The brakes on the Yamaha triple were considered to be state of the art in the mid-1970s. Twin discs up front and one at the rear was about as good as it got back then - and many road tests of that era were quite complimentary about the braking performance.

They really aren't that good by modern standards though. All Japanese manufacturers at that time were using variations on a single-sided brake caliper design (possibly to avoid infringing US and European patents on disc brakes) and the bikes were also getting to be quite fast and relatively heavy compared to earlier models. All this, plus decades of neglect and modern traffic conditions, means you really want to restore your brakes to something like their original state if you want to stop your bike without stopping your heart.

Here's what I did to rebuild my calipers. I'm only showing one here, but they are all pretty much the same (the bracket is different at the back, as is the direction of the bleed screw, but these changes aren't significant for rebuild purposes).

Disclaimer: I'm not a qualified brake expert so this instruction is for illustrational purposes only. Only attempt to rebuild your brakes if you know what you are doing and are prepared to take responsibility for the consequences.

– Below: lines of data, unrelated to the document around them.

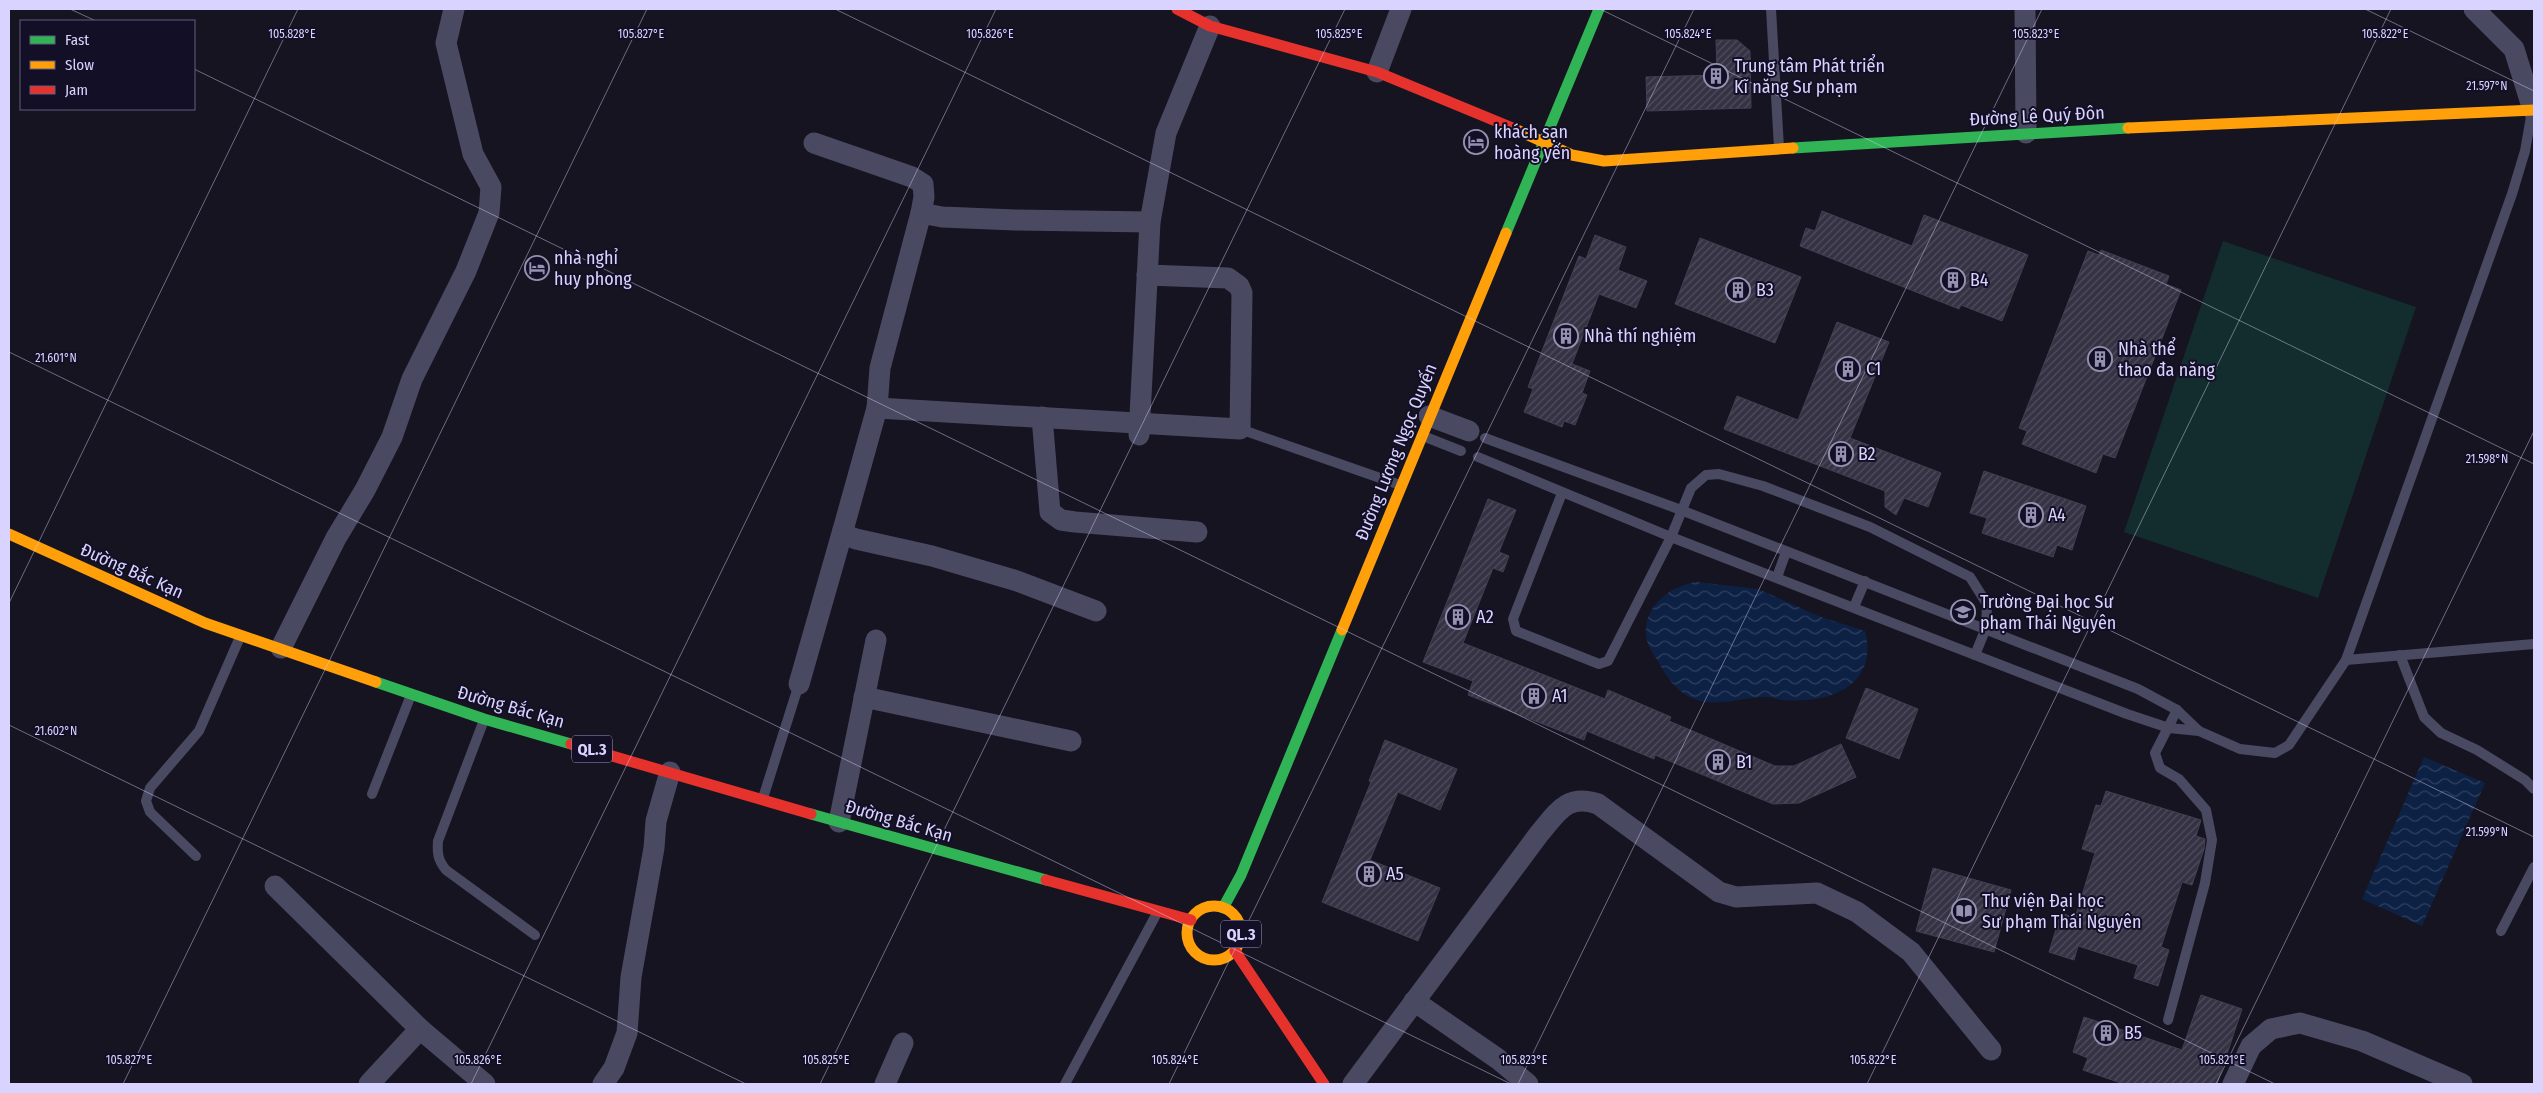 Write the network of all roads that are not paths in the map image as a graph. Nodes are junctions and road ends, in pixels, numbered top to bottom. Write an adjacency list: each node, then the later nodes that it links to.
1 (454, 9): 41 (street)
2 (1177, 9): 8 (main road, Đường Lê Quý Đôn)
3 (1401, 9): 9 (street)
4 (1599, 9): 12 (main road, Đường Lương Ngọc Quyến)
5 (1771, 9): 14 (lane)
6 (2025, 9): 11 (street)
7 (2474, 9): 10 (street)
8 (1210, 26): 9 (main road, Đường Lê Quý Đôn); 16 (street)
9 (1377, 72): 12 (main road, Đường Lê Quý Đôn)
10 (2533, 110): 11 (main road, Đường Lê Quý Đôn); 44 (lane)
11 (2026, 133): 14 (main road, Đường Lê Quý Đôn)
12 (1545, 141): 14 (main road, Đường Lê Quý Đôn); 20 (main road, Đường Lương Ngọc Quyến)
13 (814, 143): 15 (street)
14 (1779, 149)
15 (921, 213): 16 (street); 18 (street)
16 (1150, 222): 17 (street)
17 (1147, 275): 21 (street); 22 (street)
18 (877, 408): 19 (street); 28 (street)
19 (1042, 417): 21 (street); 29 (street)
20 (1426, 426): 23 (street); 25 (main road, Đường Lương Ngọc Quyến)
21 (1139, 429): 22 (street)
22 (1240, 429): 25 (lane)
23 (1472, 440): 27 (lane)
24 (1478, 457): 26 (lane)
25 (1401, 485): 61 (main road, Đường Lương Ngọc Quyến)
26 (1562, 493): 31 (lane); 31 (lane)
27 (1681, 510): 31 (lane); 32 (lane); 37 (lane)
28 (843, 530): 36 (street); 45 (street)
29 (1197, 532)
30 (9, 534): 38 (main road, Đường Bắc Kạn / QL.3)
31 (1671, 537): 33 (lane)
32 (1786, 552): 33 (lane); 34 (lane)
33 (1777, 577): 35 (lane)
34 (1865, 581): 35 (lane); 37 (lane)
35 (1854, 607): 42 (lane)
36 (1096, 611)
37 (1986, 628): 42 (lane); 48 (lane)
38 (241, 635): 41 (main road, Đường Bắc Kạn / QL.3); 58 (lane)
39 (876, 640): 47 (street)
40 (2534, 644): 43 (lane)
41 (280, 648): 46 (main road, Đường Bắc Kạn / QL.3)
42 (1975, 655): 50 (lane)
43 (2400, 655): 44 (lane); 54 (lane)
44 (2346, 660): 51 (lane)
45 (799, 684): 56 (lane)
46 (411, 695): 49 (main road, Đường Bắc Kạn / QL.3); 55 (lane)
47 (864, 697): 52 (street); 57 (street)
48 (2177, 710): 50 (lane); 51 (lane)
49 (484, 719): 53 (main road, Đường Bắc Kạn / QL.3); 65 (lane)
50 (2169, 728): 51 (lane); 68 (lane)
51 (2199, 731)
52 (1071, 741)
53 (670, 772): 56 (main road, Đường Bắc Kạn / QL.3); 74 (street)
54 (2534, 789)
55 (372, 794)
56 (763, 798): 57 (main road, Đường Bắc Kạn / QL.3)
57 (839, 822): 62 (main road, Đường Bắc Kạn / QL.3)
58 (196, 856)
59 (2534, 867): 64 (lane)
60 (275, 886): 69 (street)
61 (1223, 908): 63 (main road, QL.3); 66 (main road, QL.3)
62 (1158, 912): 63 (main road, Đường Bắc Kạn / QL.3); 76 (lane)
63 (1191, 920): 66 (main road, QL.3)
64 (2501, 931)
65 (535, 935)
66 (1235, 951): 77 (main road, QL.3)
67 (1414, 1001): 71 (street); 78 (street); 79 (street)
68 (2168, 1020)
69 (420, 1029): 72 (street); 73 (street)
70 (903, 1043): 75 (street)
71 (1991, 1050)
72 (370, 1084)
73 (485, 1084)
74 (603, 1084)
75 (885, 1084)
76 (1065, 1084)
77 (1324, 1084)
78 (1353, 1084)
79 (1528, 1084)
80 (2233, 1084): 81 (street)
81 (2462, 1084)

With the disclaimer out of the way, I'm going to start with a stripped-down and painted caliper and bracket. I had these blasted and stove enamelled but I'm not sure I would go that route again. The stove enamelling is ultra-resistant to solvents (e.g. brake fluid) but it is quite brittle and chips easily. If you care about a tough long-lasting finish I reckon powder coating might be better. Anyway the important point is, you really need to have everything scrupulously clean. Really, really immaculate and grease free, no hair or dust anywhere. Clean your hands before starting work too.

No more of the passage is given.